Combining a Workplace Retirement Plan
and a Solo 401(k)
Q: I have a full-time job with a 401(k) benefit. Additionally, I receive side business income (unincorporated). Can I combine my workplace 401(k) with a self-employed 401(k) plan?
John
A: Yes, you can. However, you have to be careful to juggle the separate limits that apply. These include the limit on elective deferrals, the limit on self-employed contributions, and the overall limit on defined contribution pension savings...
Those not familiar with this topic should first read my post on 401(k) plans, as well as my post on self-employed retirement plans.
What you're really talking about is contributing to two separate 401(k) plans in the same year.

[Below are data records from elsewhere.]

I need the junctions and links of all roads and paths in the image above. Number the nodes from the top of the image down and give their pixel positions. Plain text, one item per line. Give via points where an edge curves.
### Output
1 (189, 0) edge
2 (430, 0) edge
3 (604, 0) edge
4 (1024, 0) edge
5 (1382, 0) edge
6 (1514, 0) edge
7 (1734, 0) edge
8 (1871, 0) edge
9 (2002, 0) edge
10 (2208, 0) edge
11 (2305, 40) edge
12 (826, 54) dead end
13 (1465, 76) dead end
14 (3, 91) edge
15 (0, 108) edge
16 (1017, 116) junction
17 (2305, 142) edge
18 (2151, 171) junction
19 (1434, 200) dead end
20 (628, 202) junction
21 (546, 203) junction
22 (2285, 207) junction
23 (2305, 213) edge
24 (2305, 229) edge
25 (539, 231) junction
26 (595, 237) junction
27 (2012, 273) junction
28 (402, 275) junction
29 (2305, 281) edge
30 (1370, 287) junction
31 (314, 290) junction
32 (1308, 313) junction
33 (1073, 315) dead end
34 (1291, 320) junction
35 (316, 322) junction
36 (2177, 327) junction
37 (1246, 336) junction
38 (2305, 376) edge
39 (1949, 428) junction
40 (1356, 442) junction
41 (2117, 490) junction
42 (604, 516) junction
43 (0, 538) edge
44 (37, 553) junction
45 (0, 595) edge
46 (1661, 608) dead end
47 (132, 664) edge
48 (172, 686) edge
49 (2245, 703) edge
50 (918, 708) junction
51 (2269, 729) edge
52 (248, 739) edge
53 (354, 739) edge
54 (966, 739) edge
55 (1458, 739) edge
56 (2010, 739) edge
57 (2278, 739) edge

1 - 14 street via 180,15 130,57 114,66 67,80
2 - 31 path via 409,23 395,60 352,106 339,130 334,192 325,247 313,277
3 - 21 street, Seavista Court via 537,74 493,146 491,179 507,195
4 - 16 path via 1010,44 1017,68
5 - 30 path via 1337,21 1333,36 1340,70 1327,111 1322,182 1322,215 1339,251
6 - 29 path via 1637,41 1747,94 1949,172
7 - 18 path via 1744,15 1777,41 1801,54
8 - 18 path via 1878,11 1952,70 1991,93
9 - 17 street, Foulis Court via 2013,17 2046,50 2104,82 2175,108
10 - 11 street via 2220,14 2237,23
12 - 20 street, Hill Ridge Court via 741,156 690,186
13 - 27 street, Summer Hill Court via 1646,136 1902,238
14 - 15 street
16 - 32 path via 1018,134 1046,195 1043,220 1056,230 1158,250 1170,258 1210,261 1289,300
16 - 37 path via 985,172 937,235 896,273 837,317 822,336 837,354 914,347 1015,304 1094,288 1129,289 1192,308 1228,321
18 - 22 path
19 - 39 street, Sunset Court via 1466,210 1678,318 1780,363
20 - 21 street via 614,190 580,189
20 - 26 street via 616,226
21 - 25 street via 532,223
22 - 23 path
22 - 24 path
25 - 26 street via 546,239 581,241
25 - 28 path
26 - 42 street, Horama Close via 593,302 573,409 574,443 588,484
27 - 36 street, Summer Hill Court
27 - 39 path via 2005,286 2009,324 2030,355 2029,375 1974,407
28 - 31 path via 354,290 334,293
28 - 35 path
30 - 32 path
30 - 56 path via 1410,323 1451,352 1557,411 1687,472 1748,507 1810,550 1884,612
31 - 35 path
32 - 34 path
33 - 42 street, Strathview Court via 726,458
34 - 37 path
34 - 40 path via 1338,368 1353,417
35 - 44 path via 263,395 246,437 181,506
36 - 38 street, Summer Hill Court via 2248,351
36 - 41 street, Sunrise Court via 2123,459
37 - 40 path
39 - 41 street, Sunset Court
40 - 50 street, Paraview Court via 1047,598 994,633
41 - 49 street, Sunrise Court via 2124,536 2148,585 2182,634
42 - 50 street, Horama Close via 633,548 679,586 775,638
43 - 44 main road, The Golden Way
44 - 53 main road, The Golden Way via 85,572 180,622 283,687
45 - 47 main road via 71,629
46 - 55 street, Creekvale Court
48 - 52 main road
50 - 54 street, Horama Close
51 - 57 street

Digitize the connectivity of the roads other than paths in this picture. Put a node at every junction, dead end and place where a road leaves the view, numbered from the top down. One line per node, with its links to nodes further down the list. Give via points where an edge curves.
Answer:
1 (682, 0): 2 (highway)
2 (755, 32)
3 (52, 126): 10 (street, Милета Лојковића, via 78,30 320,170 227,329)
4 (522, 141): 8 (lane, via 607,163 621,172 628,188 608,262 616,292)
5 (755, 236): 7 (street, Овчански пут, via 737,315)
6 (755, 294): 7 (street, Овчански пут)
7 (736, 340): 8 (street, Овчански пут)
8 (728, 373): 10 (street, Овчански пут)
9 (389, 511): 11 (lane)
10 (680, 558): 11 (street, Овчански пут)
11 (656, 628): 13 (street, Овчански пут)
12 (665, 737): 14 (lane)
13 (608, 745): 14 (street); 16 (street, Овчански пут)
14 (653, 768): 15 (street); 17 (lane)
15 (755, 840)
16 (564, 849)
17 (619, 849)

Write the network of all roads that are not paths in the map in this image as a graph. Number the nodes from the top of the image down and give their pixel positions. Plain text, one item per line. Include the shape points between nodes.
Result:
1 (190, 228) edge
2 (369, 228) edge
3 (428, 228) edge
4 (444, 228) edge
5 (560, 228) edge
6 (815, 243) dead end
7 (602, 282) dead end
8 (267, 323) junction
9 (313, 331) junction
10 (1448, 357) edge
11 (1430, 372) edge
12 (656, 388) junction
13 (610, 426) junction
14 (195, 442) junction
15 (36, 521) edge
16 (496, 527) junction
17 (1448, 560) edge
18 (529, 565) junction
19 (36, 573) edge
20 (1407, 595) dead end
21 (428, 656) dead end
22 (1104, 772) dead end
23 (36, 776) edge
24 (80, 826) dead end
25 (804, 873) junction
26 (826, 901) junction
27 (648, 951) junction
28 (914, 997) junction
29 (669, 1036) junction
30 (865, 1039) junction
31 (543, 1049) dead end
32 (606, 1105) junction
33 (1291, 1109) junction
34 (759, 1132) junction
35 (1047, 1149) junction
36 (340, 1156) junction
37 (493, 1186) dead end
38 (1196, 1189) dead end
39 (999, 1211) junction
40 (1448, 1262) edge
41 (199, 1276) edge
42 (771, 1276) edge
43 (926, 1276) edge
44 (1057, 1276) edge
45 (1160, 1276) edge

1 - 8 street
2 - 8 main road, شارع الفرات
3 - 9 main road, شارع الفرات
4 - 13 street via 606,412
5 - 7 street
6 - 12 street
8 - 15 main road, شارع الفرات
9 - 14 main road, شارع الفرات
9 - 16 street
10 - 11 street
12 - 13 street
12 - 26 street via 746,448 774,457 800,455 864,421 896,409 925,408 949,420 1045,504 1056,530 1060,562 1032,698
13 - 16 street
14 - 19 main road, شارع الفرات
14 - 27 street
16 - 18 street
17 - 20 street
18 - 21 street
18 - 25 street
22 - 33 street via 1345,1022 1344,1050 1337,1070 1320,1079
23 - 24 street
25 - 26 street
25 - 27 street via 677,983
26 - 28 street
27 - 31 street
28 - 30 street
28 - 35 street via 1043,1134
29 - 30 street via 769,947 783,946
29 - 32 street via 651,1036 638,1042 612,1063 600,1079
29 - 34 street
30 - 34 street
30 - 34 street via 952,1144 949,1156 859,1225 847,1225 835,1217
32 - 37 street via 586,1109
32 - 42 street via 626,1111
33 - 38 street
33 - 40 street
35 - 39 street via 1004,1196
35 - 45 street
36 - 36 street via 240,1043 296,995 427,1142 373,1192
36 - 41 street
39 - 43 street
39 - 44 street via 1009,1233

There are three limits that must be coordinated to do this.
1. The Elective Deferral Limit
No matter how many 401(k), 403(b), or 457 plans you participate in during the year, there is an overall cap on how much you can elect to defer from your salary. The overall limit for 2007 is $15,500 (plus $5000 if you are over age 50), or 100% of eligible compensation, whichever is less. It matters not whether you elect pre-tax deferrals or after-tax "Roth" deferrals.
2. The Self-Employed Limit
Self-employed (or "Solo") 401(k) plans allow small business owners to make two types of contributions--the elective deferral (see above), plus the profit-sharing contribution. In employee-type 401(k) plans, this often comes in the form of an employer match. If you're self-employed, you are your own boss, and can set your own contribution level.
There's a limit to this, though. The self-employed can only make a profit-sharing contribution of up to 20% of their net income from self-employment. This is defined as business income minus expenses and minus the adjustment for one-half of the self employment tax.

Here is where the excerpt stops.